THE PROBLEM: Using the data below, show every line where the word "Highland" occurs.

Stored items
* * * * * * *
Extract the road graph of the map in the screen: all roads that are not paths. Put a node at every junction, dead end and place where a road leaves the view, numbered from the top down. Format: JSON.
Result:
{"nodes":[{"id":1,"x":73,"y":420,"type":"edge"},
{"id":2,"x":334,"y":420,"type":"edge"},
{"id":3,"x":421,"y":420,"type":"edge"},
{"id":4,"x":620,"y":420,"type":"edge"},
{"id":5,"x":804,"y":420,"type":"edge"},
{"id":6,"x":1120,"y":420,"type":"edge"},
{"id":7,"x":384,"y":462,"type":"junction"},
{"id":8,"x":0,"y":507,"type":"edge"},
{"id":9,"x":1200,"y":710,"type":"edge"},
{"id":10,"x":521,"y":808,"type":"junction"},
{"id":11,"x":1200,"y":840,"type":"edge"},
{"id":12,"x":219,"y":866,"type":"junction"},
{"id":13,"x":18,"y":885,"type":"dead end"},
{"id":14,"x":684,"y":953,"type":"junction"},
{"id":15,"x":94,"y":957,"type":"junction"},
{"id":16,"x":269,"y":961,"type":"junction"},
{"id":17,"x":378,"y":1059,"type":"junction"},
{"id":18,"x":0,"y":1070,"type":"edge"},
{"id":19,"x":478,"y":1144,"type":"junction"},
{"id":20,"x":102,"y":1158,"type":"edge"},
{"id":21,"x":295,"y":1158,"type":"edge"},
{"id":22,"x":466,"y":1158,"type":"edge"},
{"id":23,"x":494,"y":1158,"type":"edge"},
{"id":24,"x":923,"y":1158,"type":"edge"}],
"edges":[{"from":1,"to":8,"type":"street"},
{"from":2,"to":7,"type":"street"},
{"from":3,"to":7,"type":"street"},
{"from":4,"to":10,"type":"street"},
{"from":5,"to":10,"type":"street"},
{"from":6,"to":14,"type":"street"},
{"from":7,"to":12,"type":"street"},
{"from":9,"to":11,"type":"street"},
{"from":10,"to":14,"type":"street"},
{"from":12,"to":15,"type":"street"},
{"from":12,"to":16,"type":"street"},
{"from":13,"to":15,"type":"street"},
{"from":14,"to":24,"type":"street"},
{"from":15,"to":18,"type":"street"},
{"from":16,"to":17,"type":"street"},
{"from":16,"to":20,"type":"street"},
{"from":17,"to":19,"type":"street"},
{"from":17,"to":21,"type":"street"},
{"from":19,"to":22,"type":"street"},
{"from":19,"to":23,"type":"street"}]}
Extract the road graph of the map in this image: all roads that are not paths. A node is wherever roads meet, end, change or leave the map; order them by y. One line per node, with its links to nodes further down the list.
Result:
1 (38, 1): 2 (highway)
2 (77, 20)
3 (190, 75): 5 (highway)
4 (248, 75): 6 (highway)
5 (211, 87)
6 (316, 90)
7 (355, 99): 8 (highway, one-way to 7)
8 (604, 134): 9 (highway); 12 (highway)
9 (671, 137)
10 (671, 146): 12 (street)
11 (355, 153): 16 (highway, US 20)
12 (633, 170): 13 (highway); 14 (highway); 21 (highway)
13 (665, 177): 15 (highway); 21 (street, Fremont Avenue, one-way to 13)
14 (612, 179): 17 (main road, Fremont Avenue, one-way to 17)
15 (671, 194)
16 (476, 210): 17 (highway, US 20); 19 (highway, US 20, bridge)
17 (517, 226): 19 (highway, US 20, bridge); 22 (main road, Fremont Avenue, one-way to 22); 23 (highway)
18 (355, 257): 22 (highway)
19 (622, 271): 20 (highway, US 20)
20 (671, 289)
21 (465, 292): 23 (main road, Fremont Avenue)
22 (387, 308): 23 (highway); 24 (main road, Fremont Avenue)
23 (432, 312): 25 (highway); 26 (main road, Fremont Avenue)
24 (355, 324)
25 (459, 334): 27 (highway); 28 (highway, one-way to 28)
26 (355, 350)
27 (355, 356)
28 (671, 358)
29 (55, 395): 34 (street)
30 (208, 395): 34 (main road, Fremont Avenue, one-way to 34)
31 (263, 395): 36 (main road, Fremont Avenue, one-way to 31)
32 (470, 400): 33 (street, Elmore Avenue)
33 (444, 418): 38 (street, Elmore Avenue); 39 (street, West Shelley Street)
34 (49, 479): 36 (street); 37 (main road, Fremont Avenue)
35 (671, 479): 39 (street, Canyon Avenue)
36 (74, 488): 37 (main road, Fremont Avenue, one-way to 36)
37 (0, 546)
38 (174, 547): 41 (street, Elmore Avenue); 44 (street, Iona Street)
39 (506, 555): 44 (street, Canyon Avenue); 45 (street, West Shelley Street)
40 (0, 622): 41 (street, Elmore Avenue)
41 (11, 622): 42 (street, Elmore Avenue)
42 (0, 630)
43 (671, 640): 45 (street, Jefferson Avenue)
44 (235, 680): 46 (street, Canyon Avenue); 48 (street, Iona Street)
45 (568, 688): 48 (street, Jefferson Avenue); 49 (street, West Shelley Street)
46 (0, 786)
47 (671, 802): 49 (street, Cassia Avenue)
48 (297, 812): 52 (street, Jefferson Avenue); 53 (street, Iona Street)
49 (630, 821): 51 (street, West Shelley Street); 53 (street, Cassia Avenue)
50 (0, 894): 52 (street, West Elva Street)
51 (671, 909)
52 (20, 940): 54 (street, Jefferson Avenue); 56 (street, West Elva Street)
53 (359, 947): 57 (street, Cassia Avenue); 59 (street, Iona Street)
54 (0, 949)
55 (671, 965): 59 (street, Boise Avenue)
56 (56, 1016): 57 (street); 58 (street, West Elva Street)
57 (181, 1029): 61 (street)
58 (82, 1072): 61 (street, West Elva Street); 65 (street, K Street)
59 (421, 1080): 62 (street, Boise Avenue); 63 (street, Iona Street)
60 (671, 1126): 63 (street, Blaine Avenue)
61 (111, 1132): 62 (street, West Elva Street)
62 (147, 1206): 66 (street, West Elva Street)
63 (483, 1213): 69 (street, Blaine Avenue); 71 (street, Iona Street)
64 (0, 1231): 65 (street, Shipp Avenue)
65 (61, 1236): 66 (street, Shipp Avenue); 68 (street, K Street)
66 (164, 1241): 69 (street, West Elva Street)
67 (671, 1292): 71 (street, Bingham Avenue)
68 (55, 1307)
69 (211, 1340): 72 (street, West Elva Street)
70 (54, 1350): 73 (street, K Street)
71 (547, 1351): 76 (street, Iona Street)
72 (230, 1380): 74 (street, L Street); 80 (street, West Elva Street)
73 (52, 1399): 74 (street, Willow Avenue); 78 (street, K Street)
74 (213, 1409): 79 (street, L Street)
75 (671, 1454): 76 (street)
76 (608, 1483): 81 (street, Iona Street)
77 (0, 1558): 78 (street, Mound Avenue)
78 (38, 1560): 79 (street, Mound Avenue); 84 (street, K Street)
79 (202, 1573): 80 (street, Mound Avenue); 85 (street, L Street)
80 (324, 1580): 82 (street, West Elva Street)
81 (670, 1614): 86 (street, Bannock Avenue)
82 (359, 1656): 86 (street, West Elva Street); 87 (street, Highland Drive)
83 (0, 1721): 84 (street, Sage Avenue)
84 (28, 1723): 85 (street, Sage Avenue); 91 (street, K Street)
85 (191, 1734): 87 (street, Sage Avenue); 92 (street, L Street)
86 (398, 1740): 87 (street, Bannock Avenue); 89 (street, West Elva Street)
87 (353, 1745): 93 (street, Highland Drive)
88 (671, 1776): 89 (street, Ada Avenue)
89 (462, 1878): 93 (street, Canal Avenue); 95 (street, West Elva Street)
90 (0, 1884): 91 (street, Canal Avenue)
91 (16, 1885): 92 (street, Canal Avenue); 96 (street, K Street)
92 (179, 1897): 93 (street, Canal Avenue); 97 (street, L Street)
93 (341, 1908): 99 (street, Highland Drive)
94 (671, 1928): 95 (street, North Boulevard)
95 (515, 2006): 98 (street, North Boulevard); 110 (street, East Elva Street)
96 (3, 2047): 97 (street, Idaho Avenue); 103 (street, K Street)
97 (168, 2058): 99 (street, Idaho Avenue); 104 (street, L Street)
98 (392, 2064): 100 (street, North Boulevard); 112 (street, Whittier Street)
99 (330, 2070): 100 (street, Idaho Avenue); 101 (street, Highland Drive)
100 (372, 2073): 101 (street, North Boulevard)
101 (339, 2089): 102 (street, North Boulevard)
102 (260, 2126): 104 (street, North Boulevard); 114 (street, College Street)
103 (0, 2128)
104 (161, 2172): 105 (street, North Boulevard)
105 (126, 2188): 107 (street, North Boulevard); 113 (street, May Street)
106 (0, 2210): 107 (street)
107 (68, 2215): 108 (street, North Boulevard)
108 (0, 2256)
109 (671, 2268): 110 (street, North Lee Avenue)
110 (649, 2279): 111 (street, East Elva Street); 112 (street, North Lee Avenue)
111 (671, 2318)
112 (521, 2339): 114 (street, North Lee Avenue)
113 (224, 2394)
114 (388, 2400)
* * * * * * *
SOLUTION FOR THIS PROBLEM:
82 (359, 1656): 86 (street, West Elva Street); 87 (street, Highland Drive)
87 (353, 1745): 93 (street, Highland Drive)
93 (341, 1908): 99 (street, Highland Drive)
99 (330, 2070): 100 (street, Idaho Avenue); 101 (street, Highland Drive)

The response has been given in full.